::: SOURCE MATERIAL

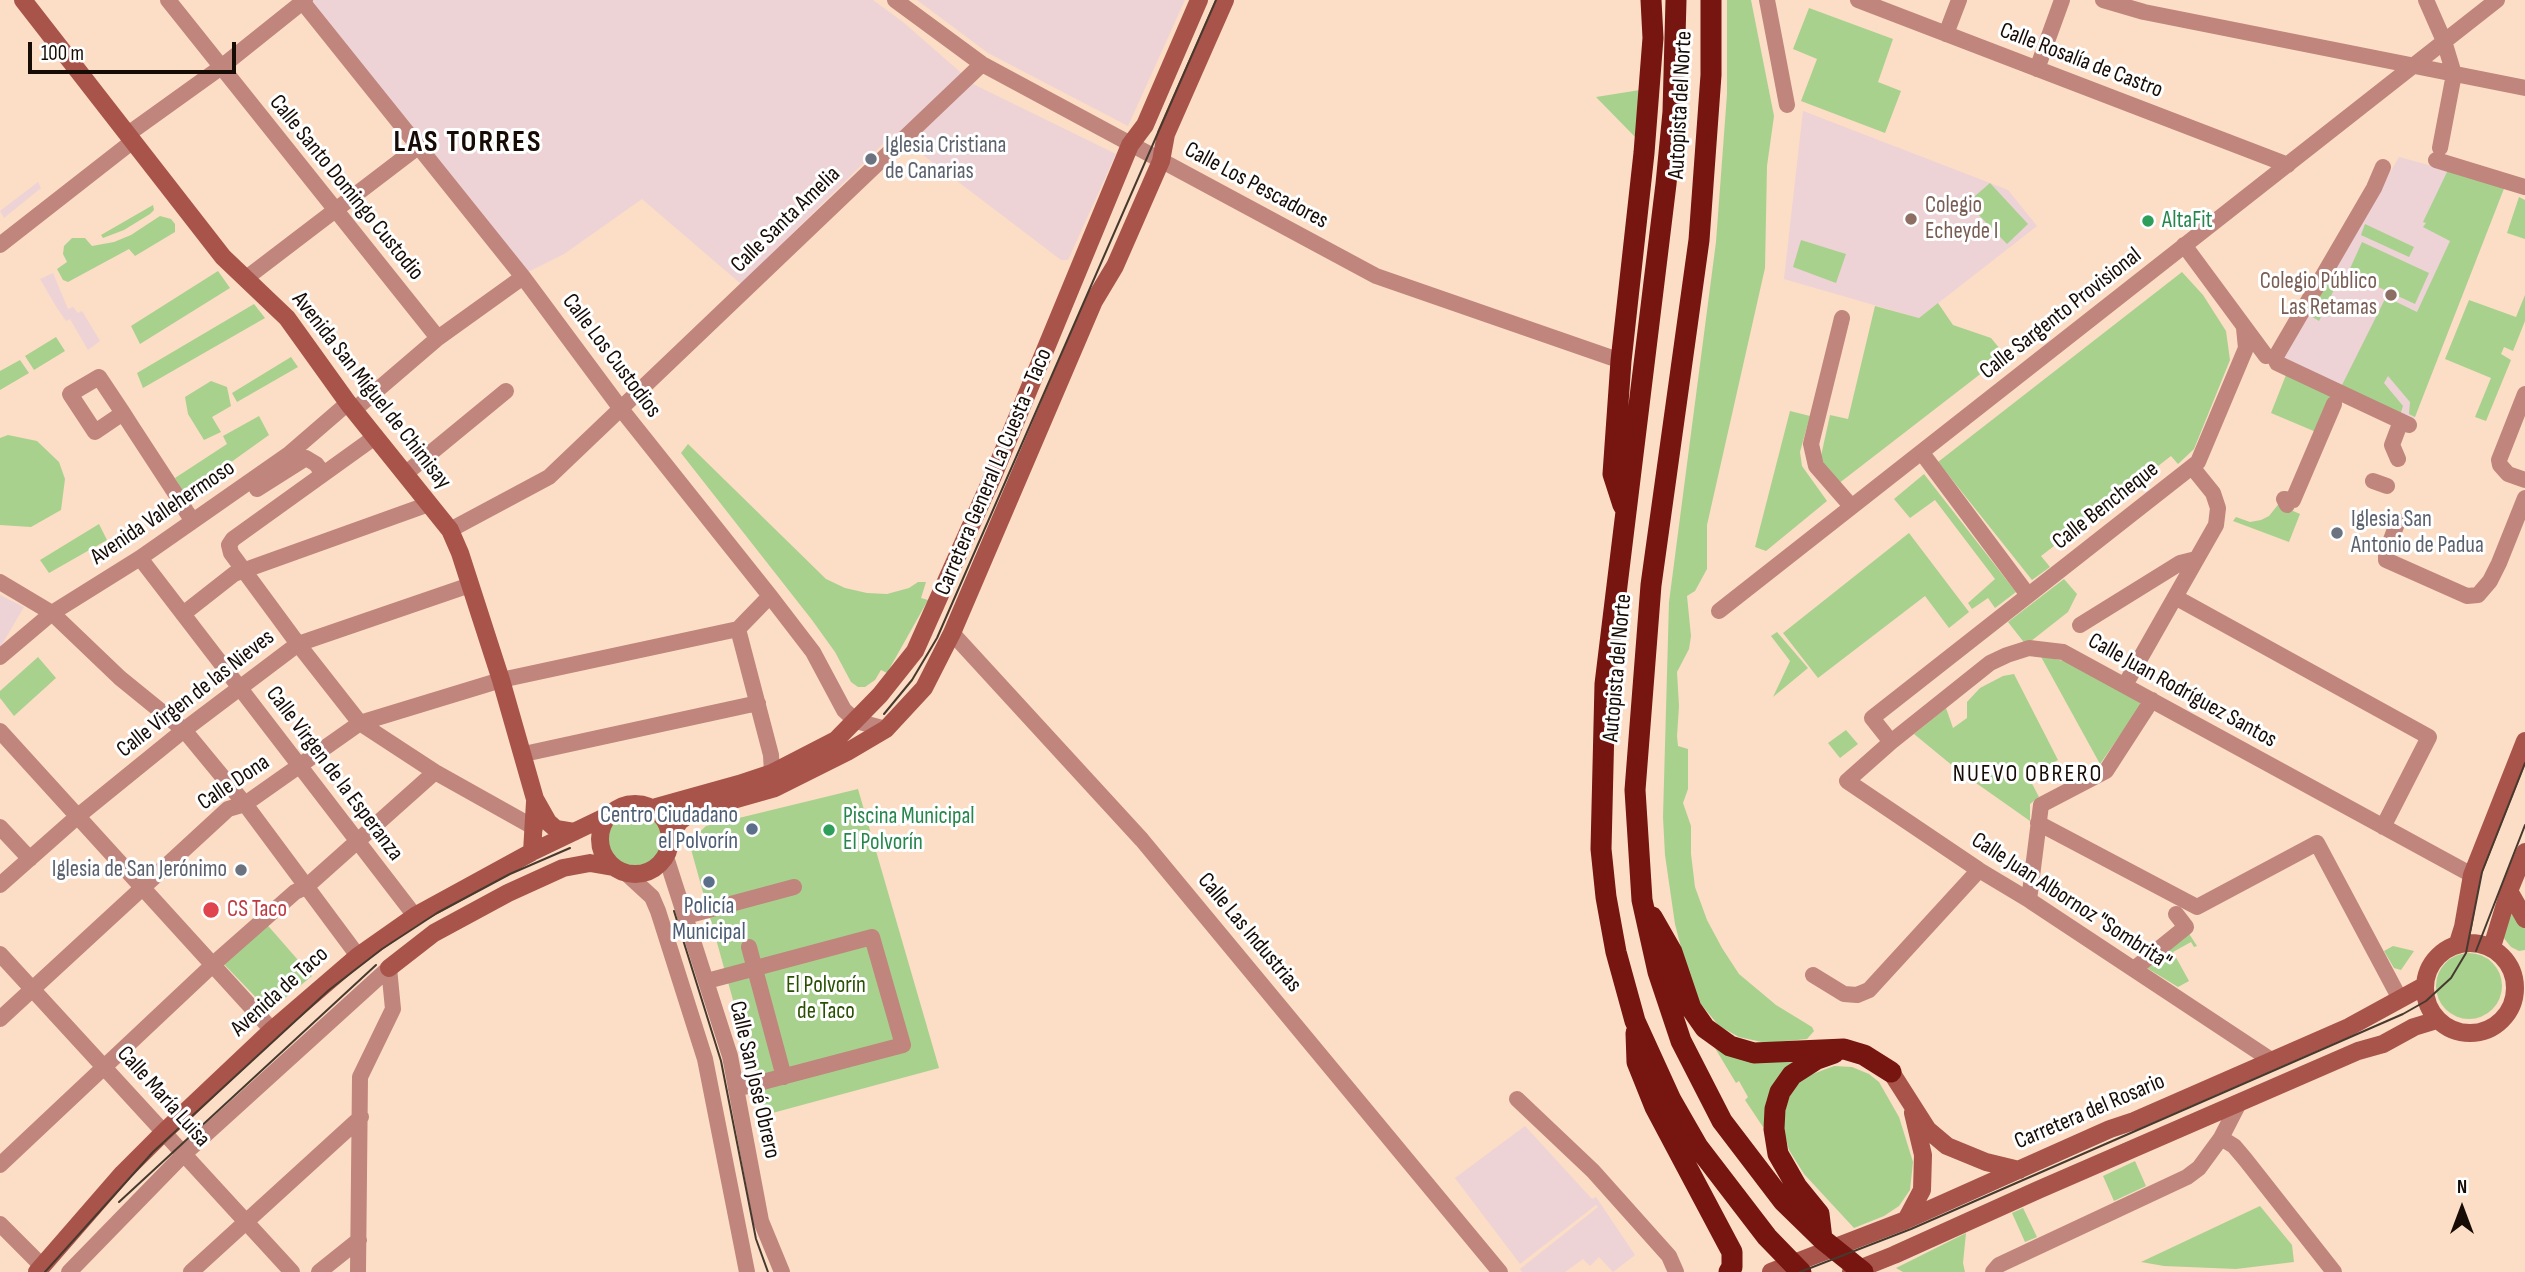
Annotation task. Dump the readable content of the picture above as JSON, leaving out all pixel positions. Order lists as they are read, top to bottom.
{
  "streets": {
    "highway": ["Autopista del Norte"],
    "main road": [
      "Avenida San Miguel de Chimisay",
      "Carretera General La Cuesta - Taco",
      "Avenida de Taco",
      "Carretera del Rosario"
    ],
    "street": [
      "Calle Rosalía de Castro",
      "Calle Los Pescadores",
      "Calle Santo Domingo Custodio",
      "Calle Santa Amelia",
      "Calle Sargento Provisional",
      "Calle Los Custodios",
      "Calle Bencheque",
      "Avenida Vallehermoso",
      "Calle Juan Rodríguez Santos",
      "Calle Virgen de las Nieves",
      "Calle Virgen de la Esperanza",
      "Calle Dona",
      "Calle Juan Albornoz \"Sombrita\"",
      "Calle Las Industrias",
      "Calle San José Obrero",
      "Calle María Luisa"
    ]
  },
  "crossings": [
    ["Calle Rosalía de Castro", "Calle Sargento Provisional"],
    ["Calle Los Pescadores", "Calle Santa Amelia"],
    ["Calle Los Pescadores", "Carretera General La Cuesta - Taco"],
    ["Calle Santo Domingo Custodio", "Avenida Vallehermoso"],
    ["Calle Santa Amelia", "Calle Los Custodios"],
    ["Calle Santa Amelia", "Avenida San Miguel de Chimisay"],
    ["Calle Los Custodios", "Carretera General La Cuesta - Taco"],
    ["Calle Los Custodios", "Avenida Vallehermoso"],
    ["Avenida San Miguel de Chimisay", "Avenida Vallehermoso"],
    ["Avenida San Miguel de Chimisay", "Calle Virgen de las Nieves"],
    ["Avenida San Miguel de Chimisay", "Calle Dona"],
    ["Avenida San Miguel de Chimisay", "Avenida de Taco"],
    ["Carretera General La Cuesta - Taco", "Calle Las Industrias"],
    ["Carretera General La Cuesta - Taco", "Avenida de Taco"],
    ["Carretera General La Cuesta - Taco", "Calle San José Obrero"],
    ["Calle Bencheque", "Calle Juan Rodríguez Santos"],
    ["Avenida Vallehermoso", "Calle Virgen de la Esperanza"],
    ["Calle Juan Rodríguez Santos", "Calle Juan Albornoz \"Sombrita\""],
    ["Calle Virgen de las Nieves", "Calle Virgen de la Esperanza"],
    ["Calle Virgen de la Esperanza", "Calle Dona"],
    ["Calle Virgen de la Esperanza", "Avenida de Taco"],
    ["Calle Dona", "Calle María Luisa"],
    ["Calle Juan Albornoz \"Sombrita\"", "Carretera del Rosario"],
    ["Avenida de Taco", "Calle San José Obrero"],
    ["Avenida de Taco", "Calle María Luisa"]
  ],
  "districts": ["LAS TORRES", "NUEVO OBRERO"],
  "parks": ["El Polvorín de Taco"],
  "places": [
    "Iglesia Cristiana de Canarias",
    "Colegio Echeyde I",
    "AltaFit",
    "Colegio Público Las Retamas",
    "Iglesia San Antonio de Padua",
    "Centro Ciudadano el Polvorín",
    "Piscina Municipal El Polvorín",
    "Iglesia de San Jerónimo",
    "Policía Municipal",
    "CS Taco"
  ],
  "scale_bar": "100 m",
  "north": "top"
}
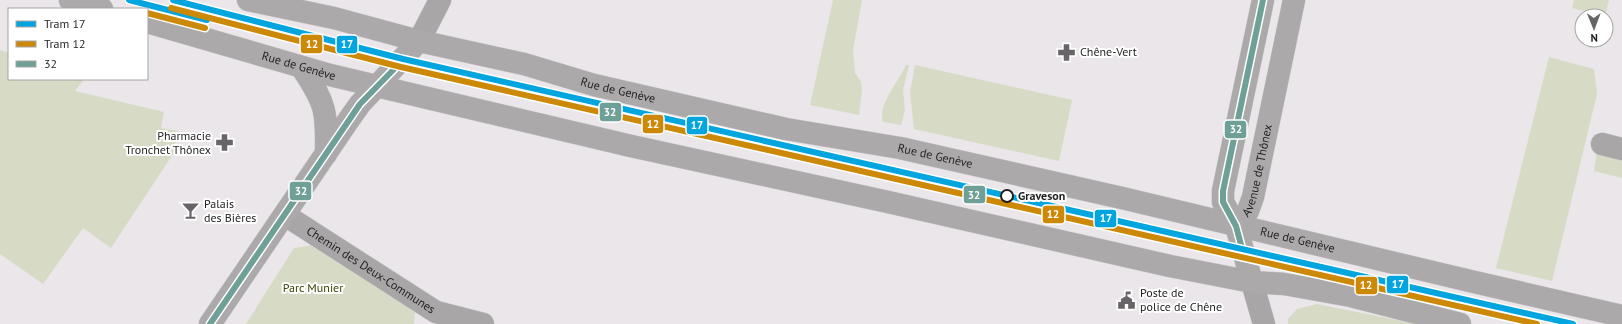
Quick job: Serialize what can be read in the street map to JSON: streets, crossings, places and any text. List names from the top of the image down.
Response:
{
  "streets": {
    "main road": ["Rue de Genève", "Avenue de Thônex"],
    "street": ["Chemin des Deux-Communes"]
  },
  "crossings": [
    ["Rue de Genève", "Avenue de Thônex"]
  ],
  "parks": ["Parc Munier"],
  "places": {
    "pharmacy": ["Chêne-Vert", "Pharmacie Tronchet Thônex"],
    "other": ["Graveson"],
    "bar": ["Palais des Bières"],
    "public building": ["Poste de police de Chêne"]
  },
  "lines": ["tram line 17", "transit line 32", "tram line 12"],
  "legend": ["Tram 17", "Tram 12", "32"],
  "north": "bottom"
}
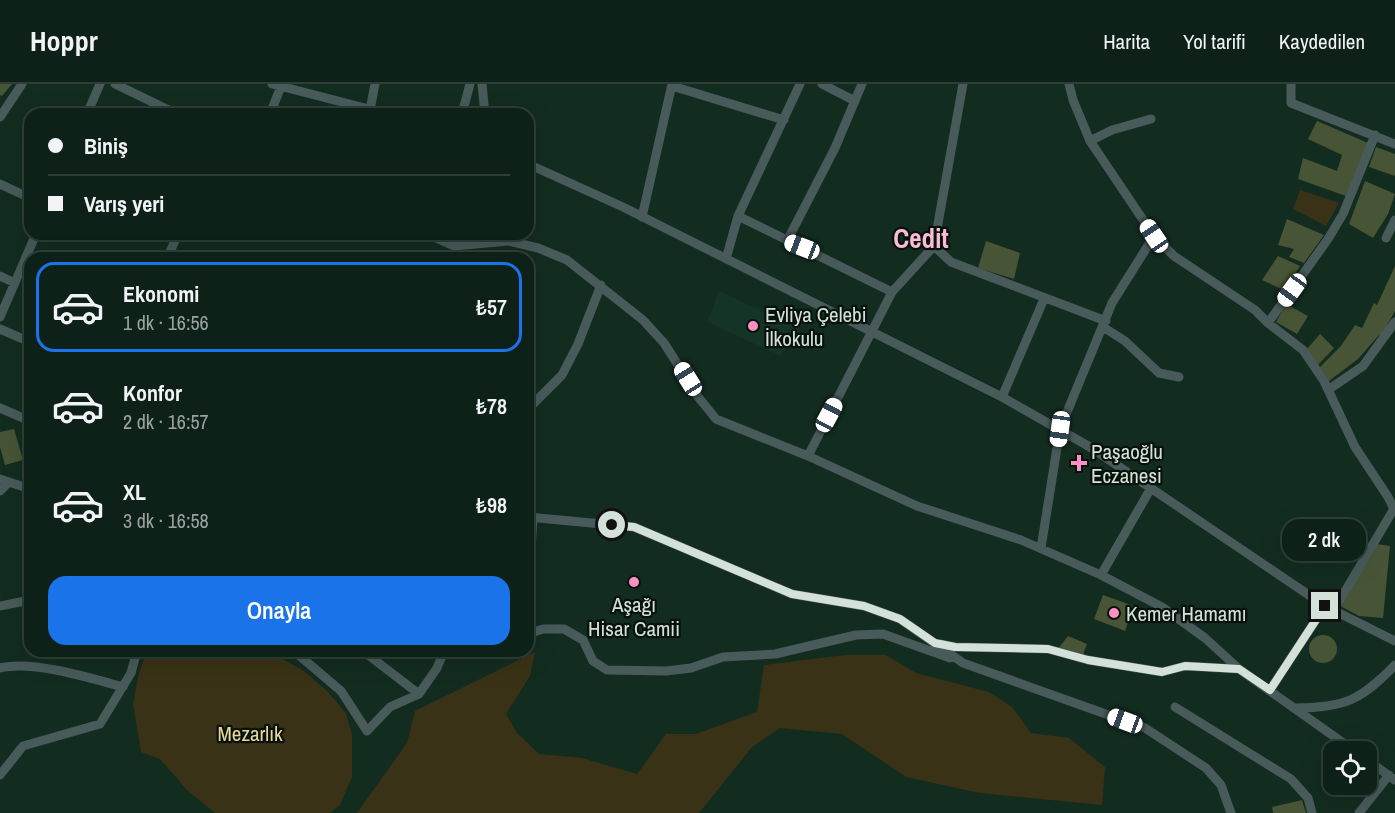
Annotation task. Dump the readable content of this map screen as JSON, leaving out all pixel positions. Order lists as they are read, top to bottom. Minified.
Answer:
{"districts":["Cedit"],"parks":["Mezarlık"],"places":{"other":["Evliya Çelebi İlkokulu","Aşağı Hisar Camii","Kemer Hamamı"],"health":["Paşaoğlu Eczanesi"]},"page":{"header":"Hoppr","nav":["Harita","Yol tarifi","Kaydedilen"],"banner":["Biniş","Varış yeri"],"list":[{"name":"Ekonomi","note":"1 dk · 16:56","value":"₺57"},{"name":"Konfor","note":"2 dk · 16:57","value":"₺78"},{"name":"XL","note":"3 dk · 16:58","value":"₺98"}],"bubble":"2 dk","buttons":"Onayla"}}
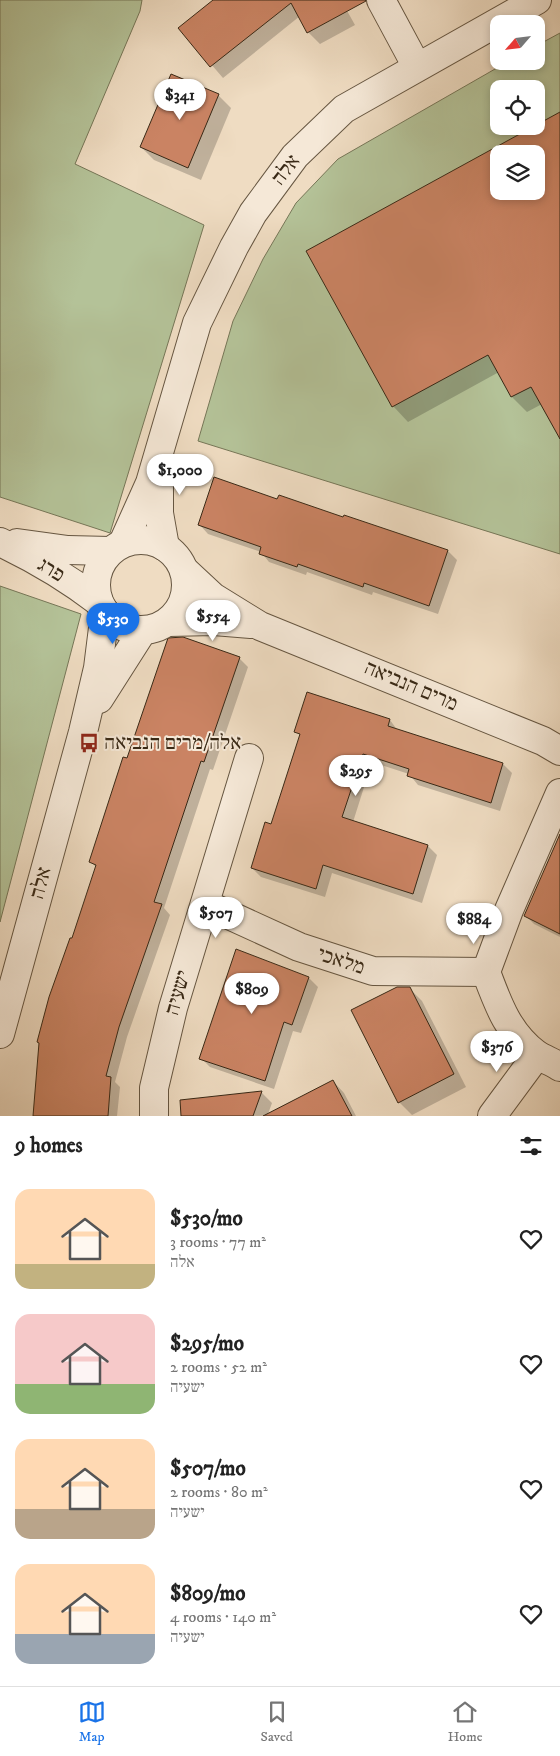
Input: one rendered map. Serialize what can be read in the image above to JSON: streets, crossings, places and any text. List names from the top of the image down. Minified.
{"streets":{"street":["אלה","פרג","מרים הנביאה","מלאכי","ישעיה"]},"crossings":[["אלה","פרג"],["אלה","מרים הנביאה"],["פרג","מרים הנביאה"],["מלאכי","ישעיה"]],"places":{"bus stop":["אלה/מרים הנביאה"]},"north":"bottom left","page":{"price":["$341","$1,000","$554","$530","$295","$507","$884","$809","$376"],"heading":"9 homes","list":[{"name":"$530/mo","note":"3 rooms · 77 m² · אלה"},{"name":"$295/mo","note":"2 rooms · 52 m² · ישעיה"},{"name":"$507/mo","note":"2 rooms · 80 m² · ישעיה"},{"name":"$809/mo","note":"4 rooms · 140 m² · ישעיה"}],"tabs":["Map","Saved","Home"]}}
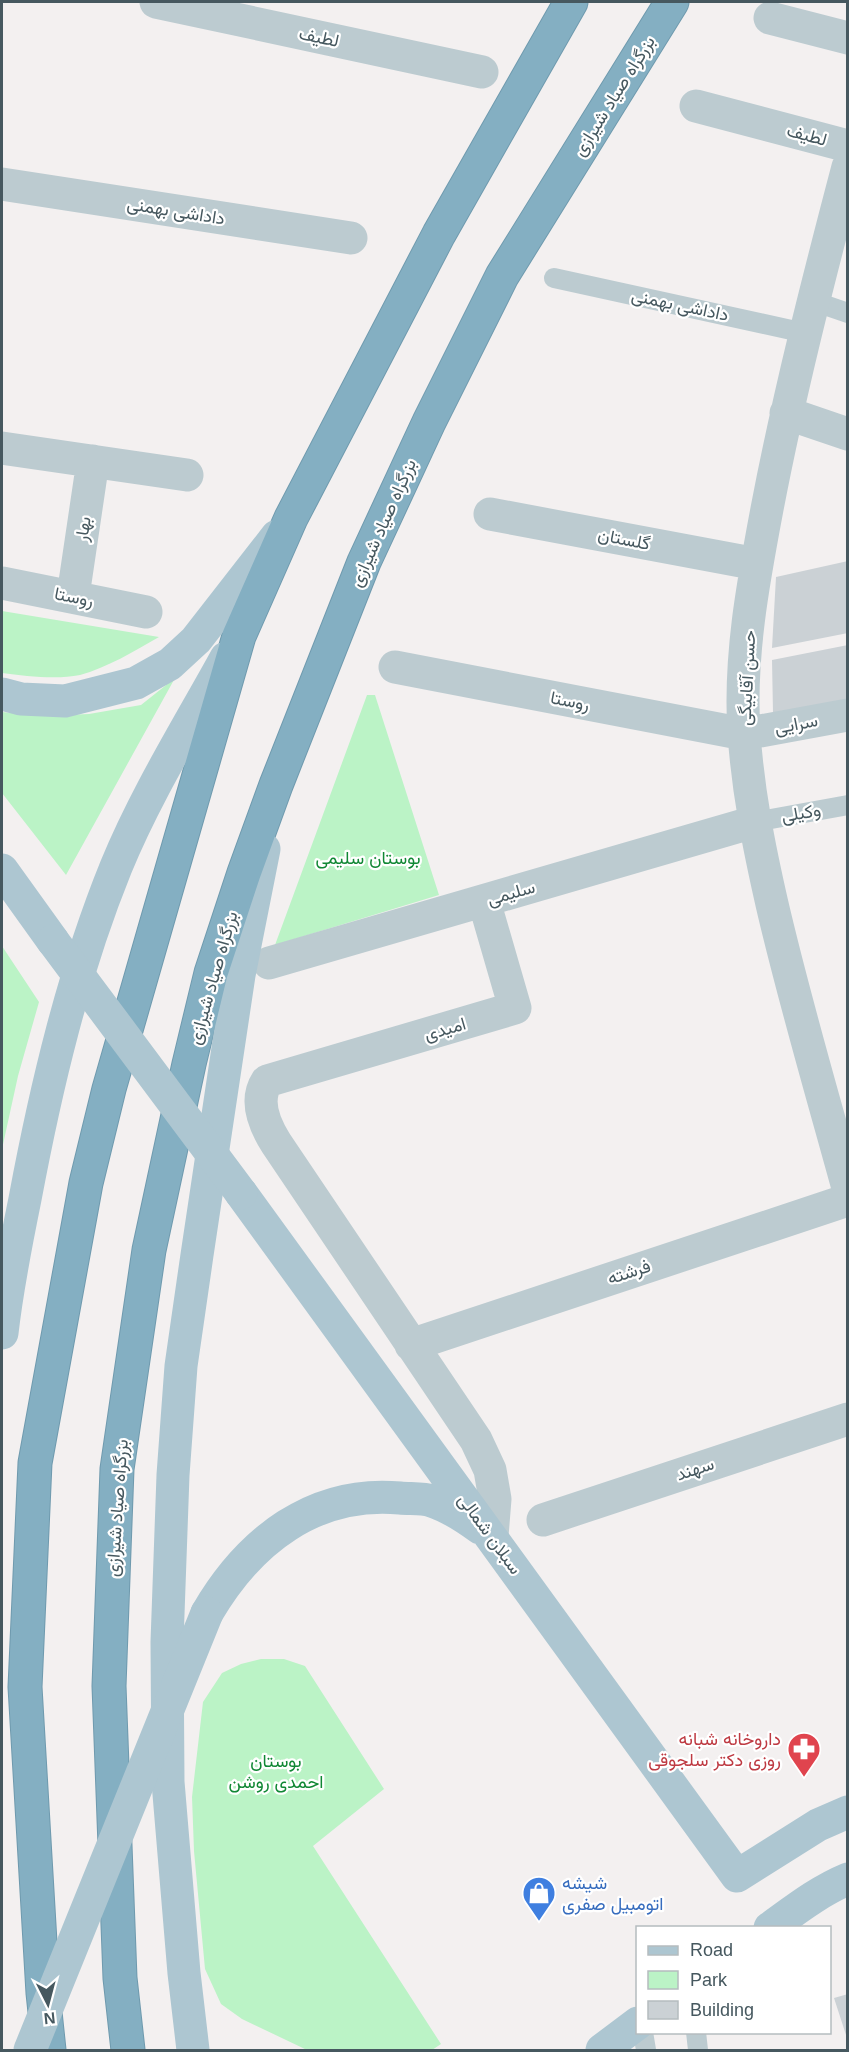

::::::

INSTRUCTIONS FOR THE TASK: In the entries above, find each line with the word "José" and copy it.

EXERCISE ANSWER:
      "Calle San José Obrero",
    ["Carretera General La Cuesta - Taco", "Calle San José Obrero"],
    ["Avenida de Taco", "Calle San José Obrero"],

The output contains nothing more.